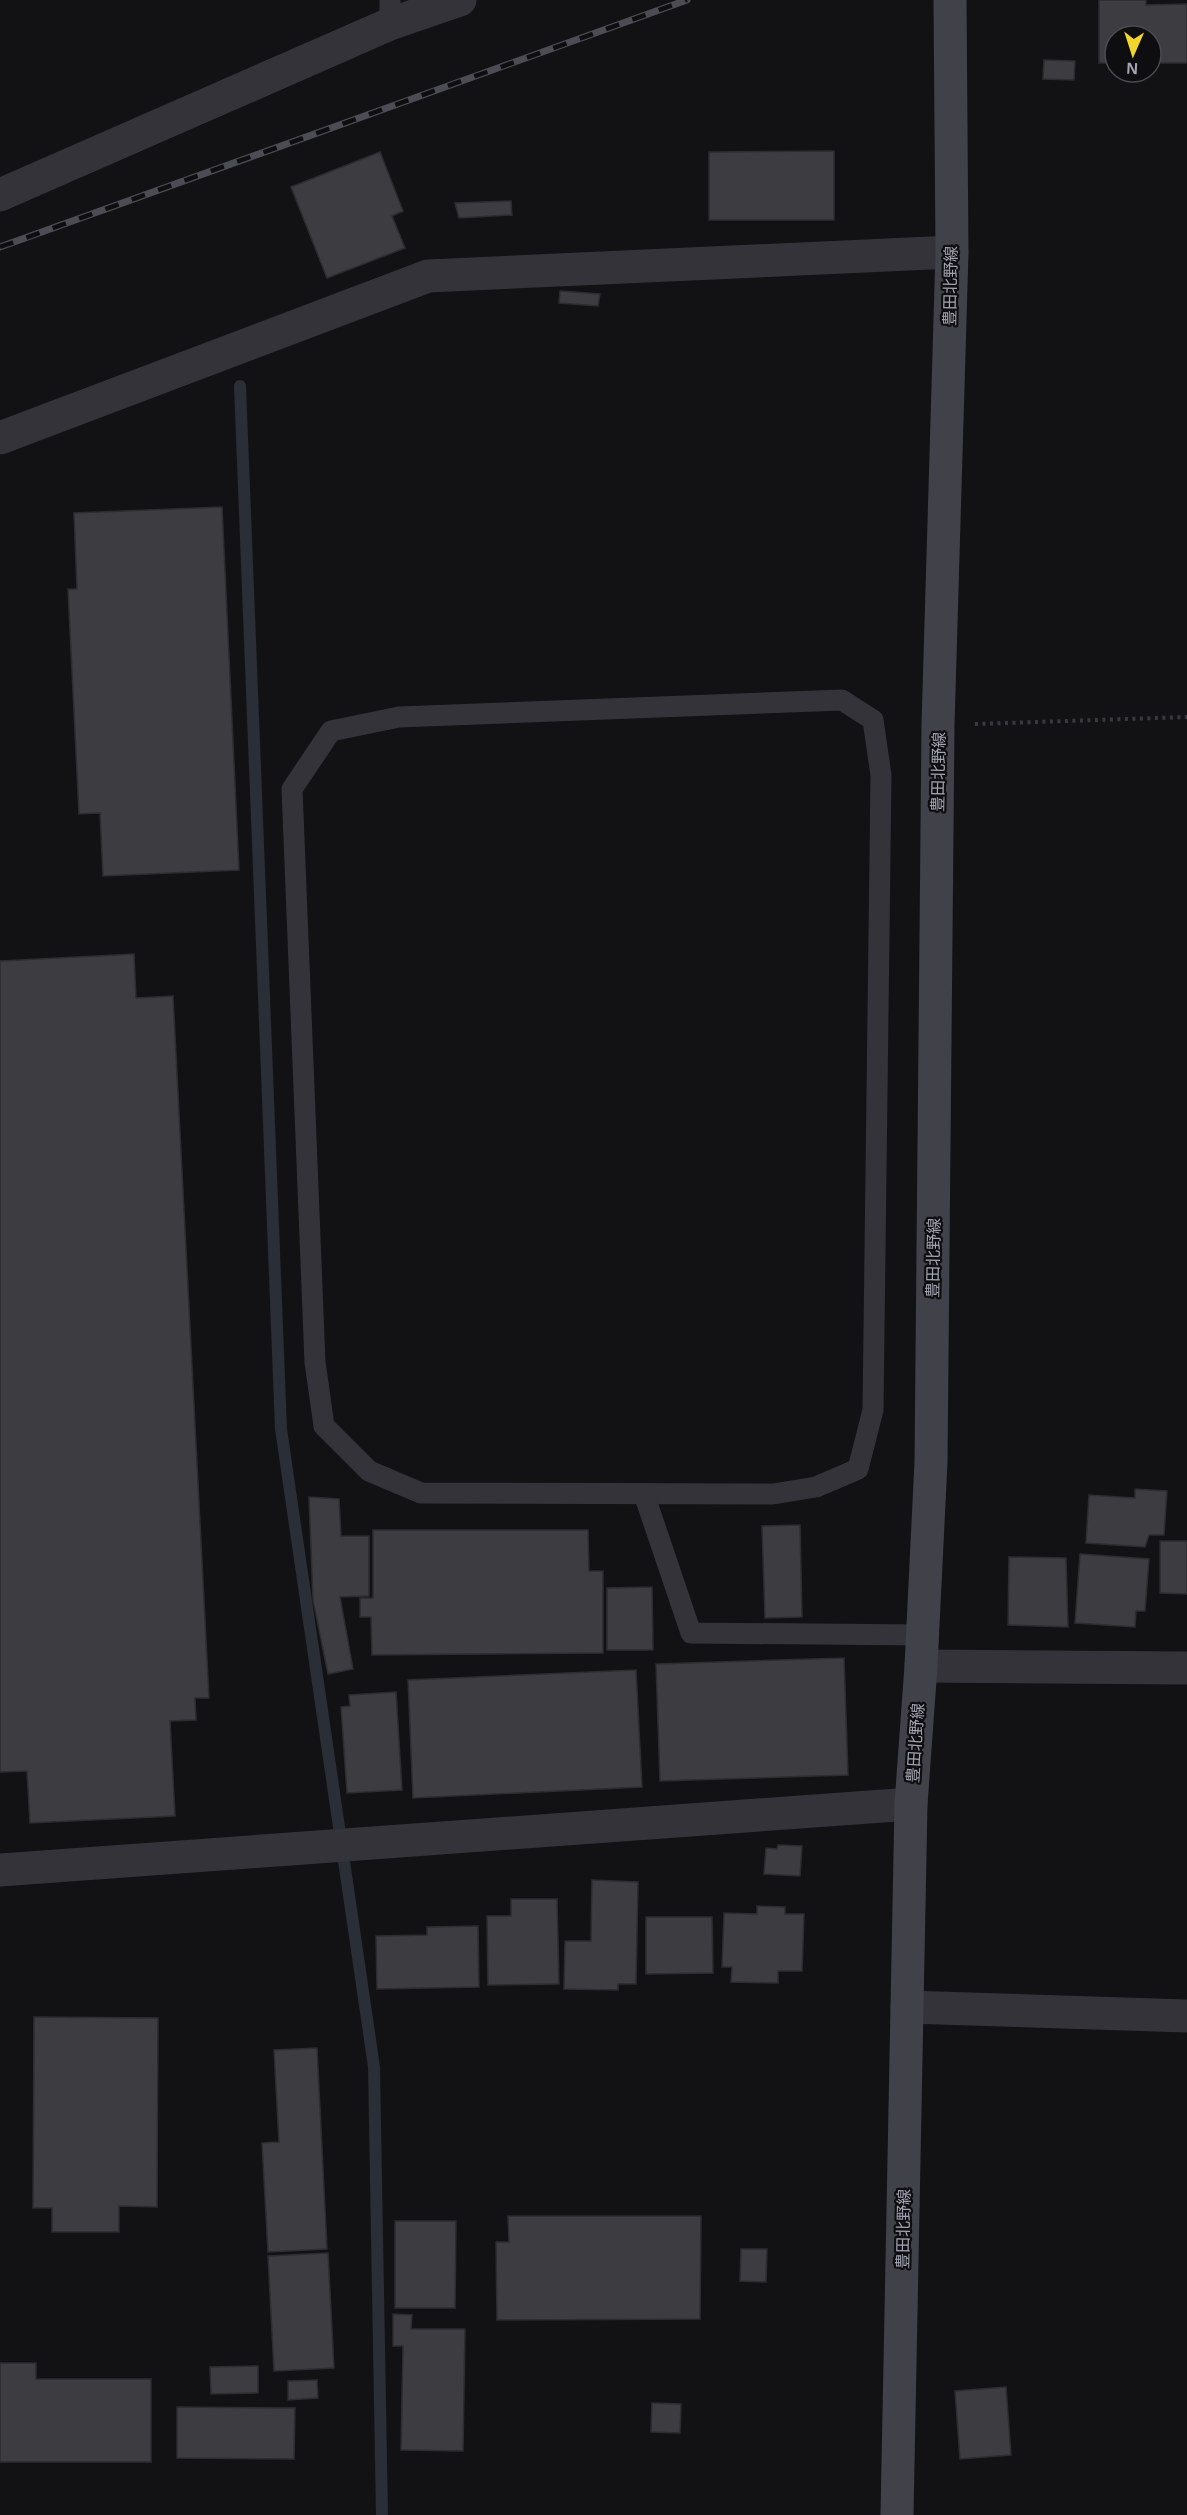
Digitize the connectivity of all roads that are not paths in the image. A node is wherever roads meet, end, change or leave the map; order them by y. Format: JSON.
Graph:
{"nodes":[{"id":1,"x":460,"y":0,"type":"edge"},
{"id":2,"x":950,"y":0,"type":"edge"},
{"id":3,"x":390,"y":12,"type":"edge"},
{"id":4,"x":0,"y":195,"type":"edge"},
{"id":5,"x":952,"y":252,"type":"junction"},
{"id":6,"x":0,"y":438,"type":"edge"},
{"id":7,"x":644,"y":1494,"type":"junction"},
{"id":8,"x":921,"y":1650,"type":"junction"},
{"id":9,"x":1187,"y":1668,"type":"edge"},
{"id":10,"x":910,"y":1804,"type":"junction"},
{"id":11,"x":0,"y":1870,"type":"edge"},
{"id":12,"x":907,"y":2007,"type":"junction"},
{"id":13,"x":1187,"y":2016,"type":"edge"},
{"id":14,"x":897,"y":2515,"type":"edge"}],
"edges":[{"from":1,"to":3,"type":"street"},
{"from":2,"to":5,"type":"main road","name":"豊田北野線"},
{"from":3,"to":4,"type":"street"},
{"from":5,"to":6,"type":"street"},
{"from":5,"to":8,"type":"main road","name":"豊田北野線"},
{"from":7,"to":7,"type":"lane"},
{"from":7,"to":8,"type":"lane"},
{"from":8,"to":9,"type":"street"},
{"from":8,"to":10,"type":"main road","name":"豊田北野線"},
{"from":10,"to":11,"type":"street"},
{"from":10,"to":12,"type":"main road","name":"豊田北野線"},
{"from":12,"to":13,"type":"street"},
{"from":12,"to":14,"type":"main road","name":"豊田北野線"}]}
==
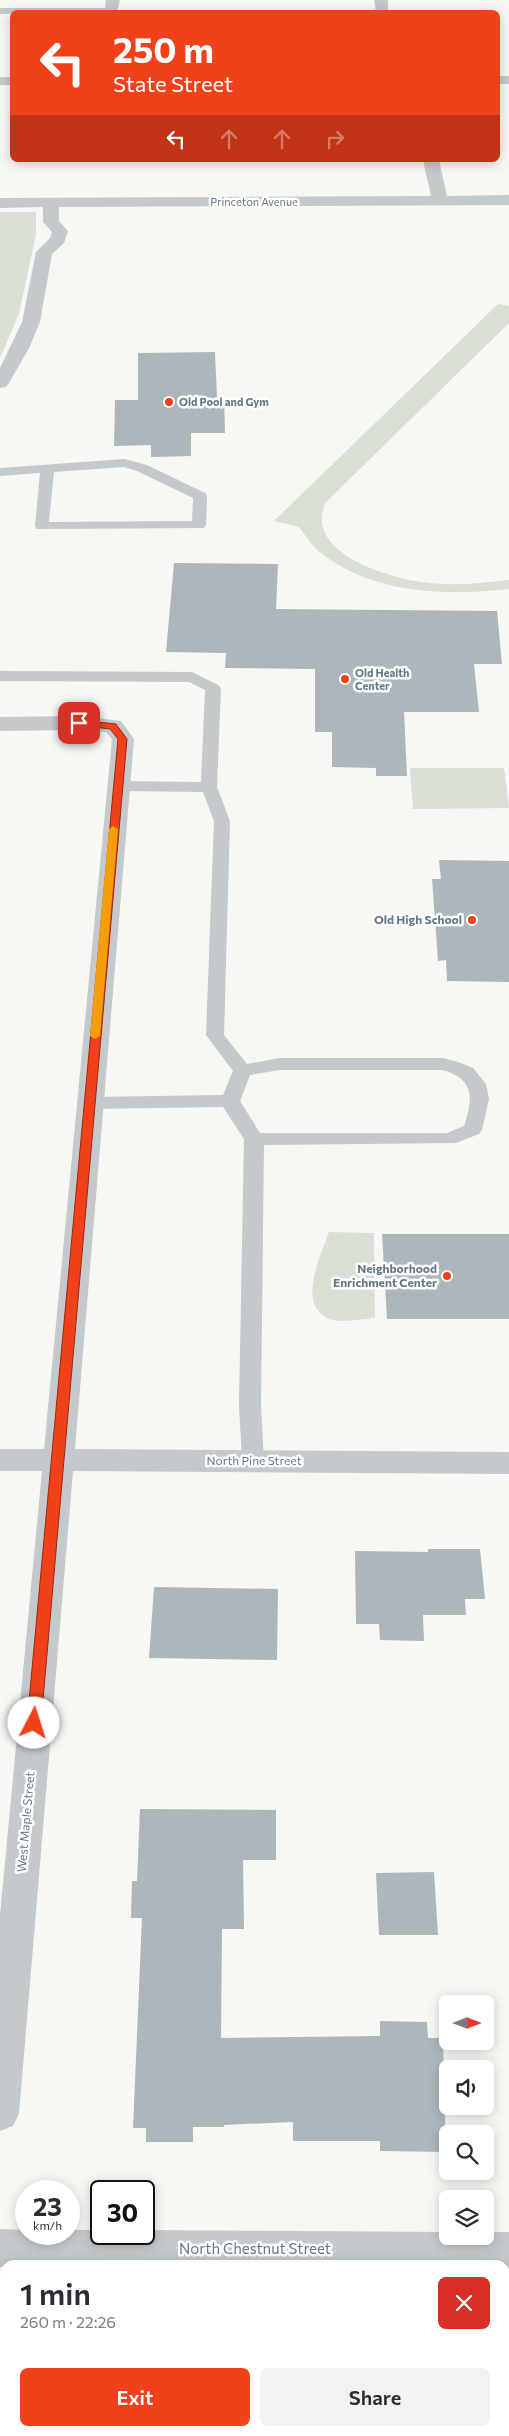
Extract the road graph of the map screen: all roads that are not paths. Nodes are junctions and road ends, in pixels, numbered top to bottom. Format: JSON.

*WORK TO BE COMPLETED*. Looking at the entries above, how many lines contain "that"? State the number and nothing more.

*EXERCISE SOLUTION*. 2